Start of Material for this exercise

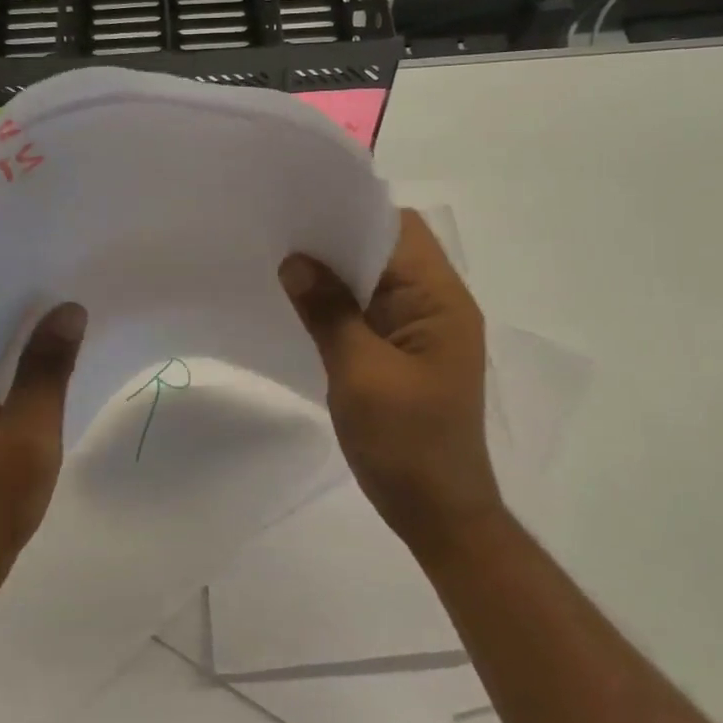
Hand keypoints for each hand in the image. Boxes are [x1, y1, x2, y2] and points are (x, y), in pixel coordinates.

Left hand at [0, 303, 86, 604]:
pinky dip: (8, 365)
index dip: (1, 285)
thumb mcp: (30, 434)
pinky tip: (43, 356)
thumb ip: (46, 369)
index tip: (40, 262)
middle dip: (13, 307)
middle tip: (60, 279)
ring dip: (13, 337)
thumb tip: (68, 309)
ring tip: (59, 308)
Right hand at [280, 210, 503, 563]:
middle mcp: (437, 306)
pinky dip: (340, 305)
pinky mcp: (405, 355)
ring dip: (336, 275)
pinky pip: (370, 313)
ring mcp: (422, 332)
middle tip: (282, 236)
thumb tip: (295, 261)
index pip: (399, 230)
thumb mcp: (360, 373)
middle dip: (337, 242)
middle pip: (387, 251)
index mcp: (440, 301)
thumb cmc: (405, 442)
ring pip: (376, 282)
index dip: (352, 214)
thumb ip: (328, 312)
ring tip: (284, 267)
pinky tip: (304, 308)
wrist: (437, 512)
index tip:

End of Material for this exercise

§ **Exercise description**
Out of the records above, pull each line containing the word "thumb".

§ **Result of the exercise**
thumb mcp: (30, 434)
thumb ip: (46, 369)
thumb tip: (68, 309)
thumb tip: (295, 261)
thumb mcp: (360, 373)
thumb cmc: (405, 442)
thumb ip: (328, 312)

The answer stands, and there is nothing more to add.